The shortage has come for consumer tech: Though some consumer electronics companies that began stockpiling chips early on have been saved from the immense delays the carmakers are facing, even they are struggling now to keep their production going.

Tech behemoth Apple recently warned that the chip crunch is likely to delay iPhone production and that it is already hurting sales of iPads and MacBooks. Samsung had to suspend production of one of its midrange smartphones.

Microsoft is also unable to make enough Xbox consoles and Surface laptops. Sony has warned the Playstation5 will be in short supply until at least 2022.

Additionally, experts suggest that chip supply constraints will soon hit the smartphone industry. Gartner in June 2021 reported that global smartphone sales grew 26% in the first quarter, noting that continuing demand for these devices in coming months may drive up prices.

Everyday appliances at risk: Appliance makers are also likely to face issues in the coming months owing to the short supply of chips worldwide.

Whirlpool is struggling to secure sufficient chips, which is impacting the production of its microwaves, refrigerators and washing machines. 

Though chip shortage had not yet disrupted the production of LG, the appliance maker has admitted the scarcity is a major risk.

Consumers to feel the consequences: As the issue of chip shortage is not likely to be resolved any time soon, some products are literally not going to ship or are going to be delayed.
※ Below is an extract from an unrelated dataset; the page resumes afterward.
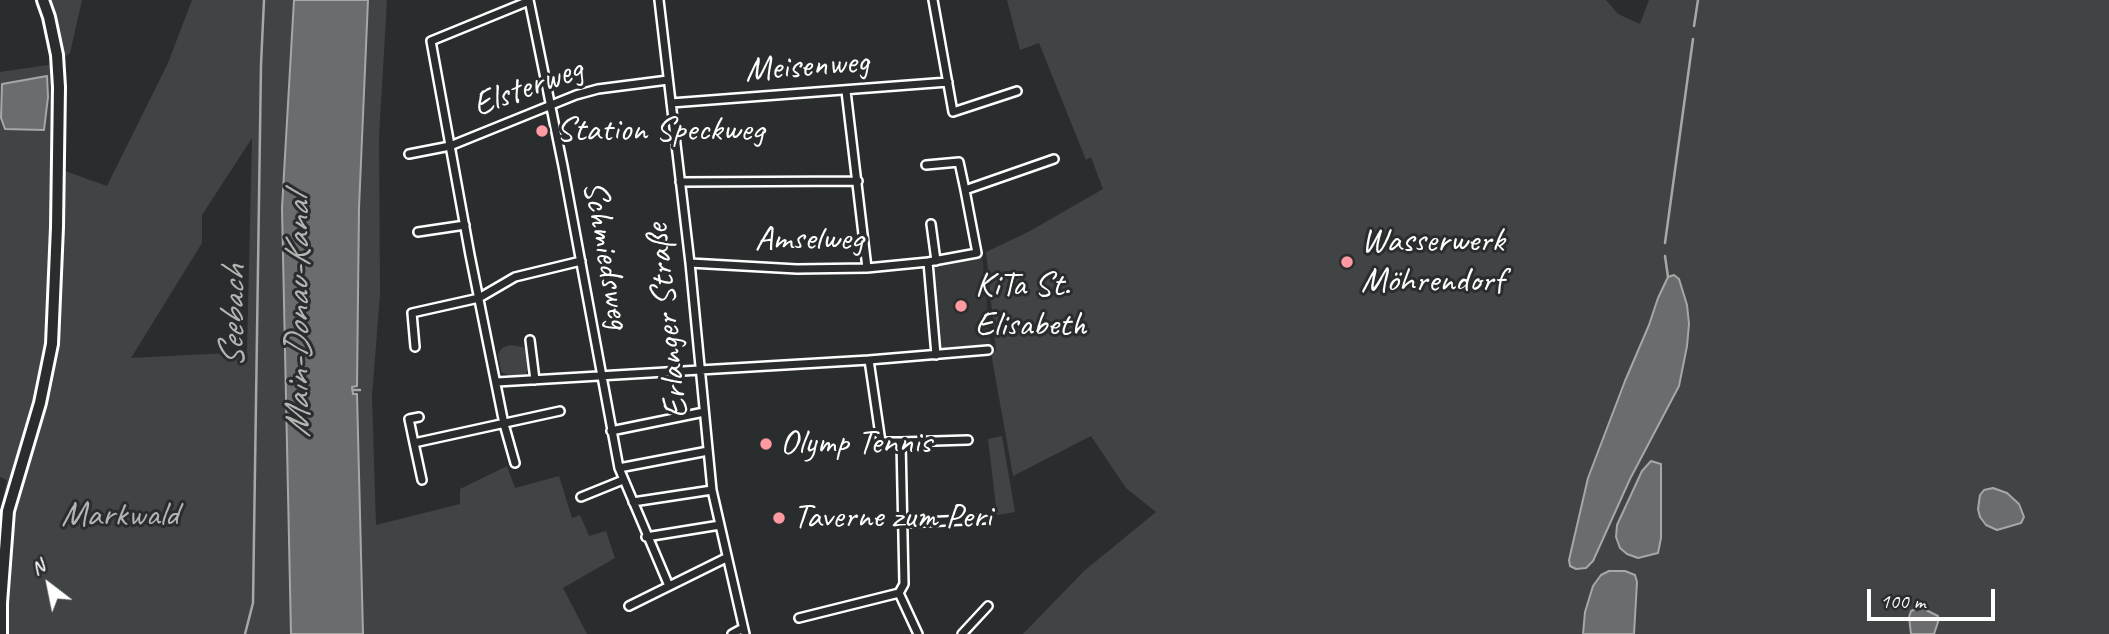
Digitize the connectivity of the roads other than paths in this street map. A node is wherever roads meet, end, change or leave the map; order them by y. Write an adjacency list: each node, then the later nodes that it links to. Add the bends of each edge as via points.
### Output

It is certain that there will be an uptick in the prices of a lot of devices that require a chip, possibly as high as a 10% to 15% hike.

When will it end?

Owing to continuing COVID-19 outbreaks across the chip supply chain in Asia and other regions, the crunch shows no sign of abating in the immediate. In fact, the supply chain problems are likely to get worse, with many experts suggesting the shortage may stretch into 2023.